The dominant language in the region is Ewe, closely followed by Twi. Most Logba people are bilingual in Ewe. South of the Logba area live the Avatime people. Logba is only distantly related to its direct neighbours Avatime and Nyagbo-Tafi; according to Bernd Heine (1968) it is more closely related to the Akpafu and Santrokofi languages spoken northwards.

It is generally agreed that the Logba people are not the original inhabitants of the area they now reside in. There have been two hypotheses as to the origin of the Logba people. Heine (1968, following Debrunner), proposed that the Logba are descendants from the makɔ́ people, having fled south after a defeat in the second half of the 18th century.

==Phonology==
Logba has a nine vowel system with ATR vowel harmony. Vowel harmony in Logba is root-controlled, which means that the vowels of its nominal prefixes harmonize with the vowels of the root. Vowels are nasalized when they occur in the immediate environment of a nasal consonant.

[-ATR] vowels in Logba
| . | Front | Central | Back |
| Near-close | ɪ | | ʊ |
| Open-mid | ɛ | | ɔ |
| Open | | a | |

[+ATR] vowels in Logba
| . | Front | Central | Back |
| Close | i | | u |
| Close-mid | e | | o |
| Open | | a | |

Logba is a tonal language with two level tones: High and Low. These tones can be combined on one syllable, yielding a Rising or Falling contour tone.

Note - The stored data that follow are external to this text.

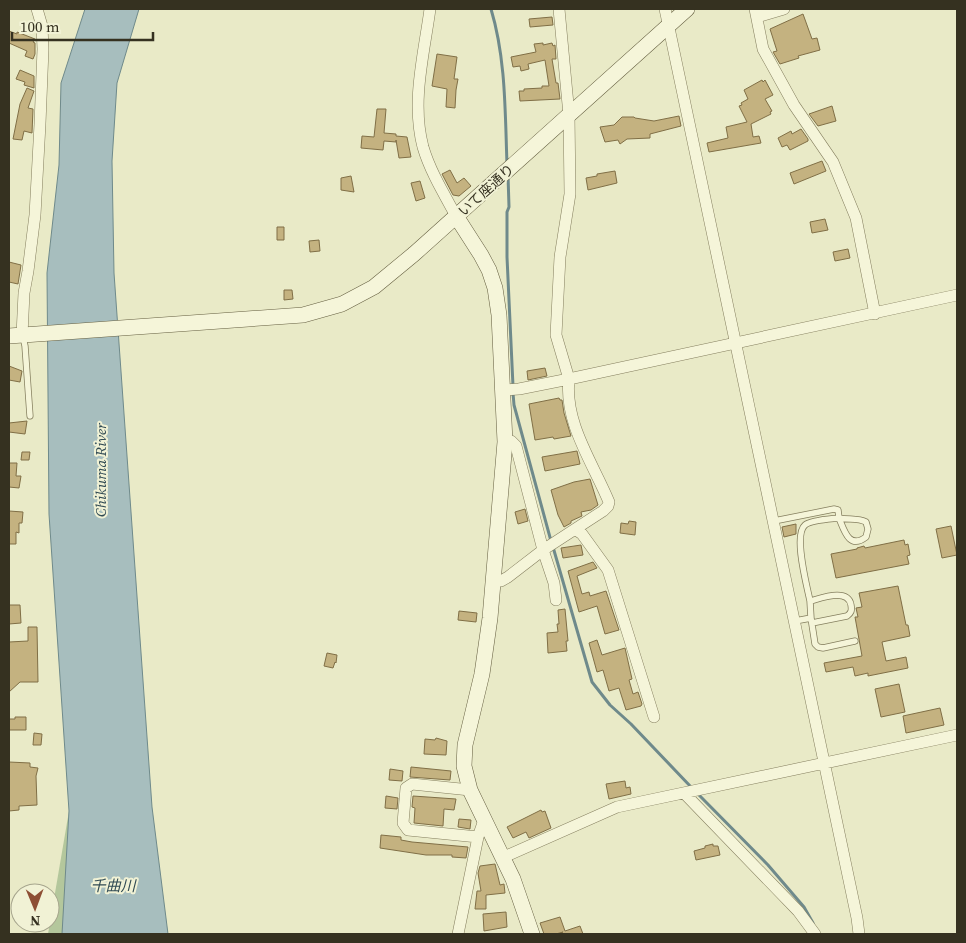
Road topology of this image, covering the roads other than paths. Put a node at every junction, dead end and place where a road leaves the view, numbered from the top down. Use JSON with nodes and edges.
{"nodes":[{"id":1,"x":37,"y":9,"type":"edge"},
{"id":2,"x":430,"y":9,"type":"edge"},
{"id":3,"x":559,"y":9,"type":"edge"},
{"id":4,"x":665,"y":9,"type":"edge"},
{"id":5,"x":687,"y":9,"type":"edge"},
{"id":6,"x":784,"y":9,"type":"edge"},
{"id":7,"x":756,"y":13,"type":"edge"},
{"id":8,"x":668,"y":26,"type":"junction"},
{"id":9,"x":569,"y":115,"type":"junction"},
{"id":10,"x":456,"y":216,"type":"junction"},
{"id":11,"x":957,"y":295,"type":"edge"},
{"id":12,"x":875,"y":314,"type":"junction"},
{"id":13,"x":21,"y":335,"type":"edge"},
{"id":14,"x":736,"y":343,"type":"junction"},
{"id":15,"x":569,"y":379,"type":"junction"},
{"id":16,"x":511,"y":390,"type":"junction"},
{"id":17,"x":30,"y":416,"type":"dead end"},
{"id":18,"x":505,"y":442,"type":"junction"},
{"id":19,"x":840,"y":518,"type":"junction"},
{"id":20,"x":774,"y":521,"type":"junction"},
{"id":21,"x":576,"y":530,"type":"junction"},
{"id":22,"x":549,"y":546,"type":"junction"},
{"id":23,"x":494,"y":580,"type":"junction"},
{"id":24,"x":556,"y":600,"type":"dead end"},
{"id":25,"x":810,"y":601,"type":"junction"},
{"id":26,"x":795,"y":621,"type":"junction"},
{"id":27,"x":811,"y":621,"type":"junction"},
{"id":28,"x":855,"y":641,"type":"dead end"},
{"id":29,"x":654,"y":717,"type":"dead end"},
{"id":30,"x":957,"y":735,"type":"edge"},
{"id":31,"x":825,"y":762,"type":"junction"},
{"id":32,"x":470,"y":790,"type":"junction"},
{"id":33,"x":691,"y":792,"type":"junction"},
{"id":34,"x":484,"y":820,"type":"junction"},
{"id":35,"x":478,"y":837,"type":"junction"},
{"id":36,"x":504,"y":857,"type":"junction"},
{"id":37,"x":458,"y":934,"type":"edge"},
{"id":38,"x":532,"y":934,"type":"edge"},
{"id":39,"x":815,"y":934,"type":"edge"},
{"id":40,"x":859,"y":934,"type":"edge"}],
"edges":[{"from":1,"to":13,"type":"street"},
{"from":2,"to":10,"type":"street"},
{"from":3,"to":9,"type":"street"},
{"from":4,"to":8,"type":"street"},
{"from":5,"to":8,"type":"street","name":"いて座通り"},
{"from":6,"to":7,"type":"street"},
{"from":7,"to":12,"type":"street"},
{"from":8,"to":9,"type":"street","name":"いて座通り"},
{"from":8,"to":14,"type":"street"},
{"from":9,"to":10,"type":"street","name":"いて座通り"},
{"from":9,"to":15,"type":"street"},
{"from":10,"to":13,"type":"street","name":"いて座通り"},
{"from":10,"to":16,"type":"street"},
{"from":11,"to":12,"type":"street"},
{"from":12,"to":14,"type":"street"},
{"from":13,"to":17,"type":"lane"},
{"from":14,"to":15,"type":"street"},
{"from":14,"to":20,"type":"street"},
{"from":15,"to":16,"type":"street"},
{"from":15,"to":21,"type":"street"},
{"from":16,"to":18,"type":"street"},
{"from":18,"to":22,"type":"street"},
{"from":18,"to":23,"type":"street"},
{"from":19,"to":19,"type":"lane"},
{"from":19,"to":20,"type":"lane"},
{"from":19,"to":25,"type":"lane"},
{"from":20,"to":26,"type":"street"},
{"from":21,"to":22,"type":"street"},
{"from":21,"to":29,"type":"street"},
{"from":22,"to":23,"type":"street"},
{"from":22,"to":24,"type":"street"},
{"from":23,"to":32,"type":"street"},
{"from":25,"to":27,"type":"lane"},
{"from":25,"to":27,"type":"lane"},
{"from":26,"to":27,"type":"lane"},
{"from":26,"to":31,"type":"street"},
{"from":27,"to":28,"type":"lane"},
{"from":30,"to":31,"type":"street"},
{"from":31,"to":33,"type":"street"},
{"from":31,"to":40,"type":"street"},
{"from":32,"to":34,"type":"street"},
{"from":32,"to":35,"type":"street"},
{"from":33,"to":36,"type":"street"},
{"from":33,"to":39,"type":"street"},
{"from":34,"to":35,"type":"street"},
{"from":34,"to":36,"type":"street"},
{"from":35,"to":37,"type":"street"},
{"from":36,"to":38,"type":"street"}]}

All syllables are open in Logba. Every syllable bears a tone. The basic syllable structure can be rendered as (C_{1})(C_{2})V+T, where C = consonant, V = vowel or syllabic nasal, and T = tone. Dorvlo (2004) distinguishes three types of syllables:
1. Nucleus only, consisting of a vowel or a syllabic nasal. This type is found only in pronouns and nominal prefixes. Examples: ɛ́-mɔ́ 'they laughed'; ɔ́-zɔ́ 'he/she went'; n-dà 'liquor'.
2. Onset and nucleus. This is the most common syllabe type in Logba; most words are of this form. In multisyllabic words, it can occur in all positions. Examples: bà ‘come’; gbà ‘sweep’; bìsí ‘cola nut’
3. Complex onset and nucleus. Only /r/ and /l/ occur as the second consonant of the complex onset. This syllable type can also form a word by itself. In multisyllabic words, in can occur in all positions. Examples: à-klɔ́ ‘goat’; trò ‘refuse’; ìvàflí ‘(thing) white’.

=== Consonants ===
The consonants of Logba are as follows:

|  |  | Labial | Alveolar | Retroflex | Palatal | Velar | Labio- Velar | Glottal |
| Plosive | voiceless |  | t | ɖ |  | k | kp |  |
| voiced | b | d |  |  | g | gb |  |
| Fricative | voiceless | f | s |  |  | x |  | ɦ |
| voiced | v | z |  |  |  |  |  |
| Affricate | voiceless |  | ts |  |  |  |  |  |
| voiced |  | dz |  |  |  |  |  |
| Nasal |  | m | n |  |  |  |  |  |
| Approximant |  |  | l |  | j |  | w |  |

s, z, ts, and dz are palatalized to ʃ, ʒ, tʃ, and dʒ respectively, when they occur before i. In the Tota dialect, t and d are pronounced as ts and dz before u.

=== Tone ===
Logba is a tonal language with two tones, high and low. There are a few words which have rising tone, all of which are either loanwords such as zenklǎ (pot stand), a loan from Ewe, or are ideophonic, such as tǒ (to fell palm trees), which imitates the sound of a palm tree falling. Monosyllabic verbs which have a low tone in their uninflected form gain high tone when inflected.

==Notes and references==

===Notes===

1. See for example Heine (1968). Dorvlo (2005) indicates that Logba people who understand the meaning of the term feel uncomfortable with this terminology.
2. Heine (1968:30fn8) is aware of the oral history of the Logba but dismisses this account, professedly because Westermann did not write anything about it. See also Gbe languages#History.
3. /gb/ is not a sequence of /g/ and /b/; it is a digraph for the labio-velar stop, a double articulation common in many African languages.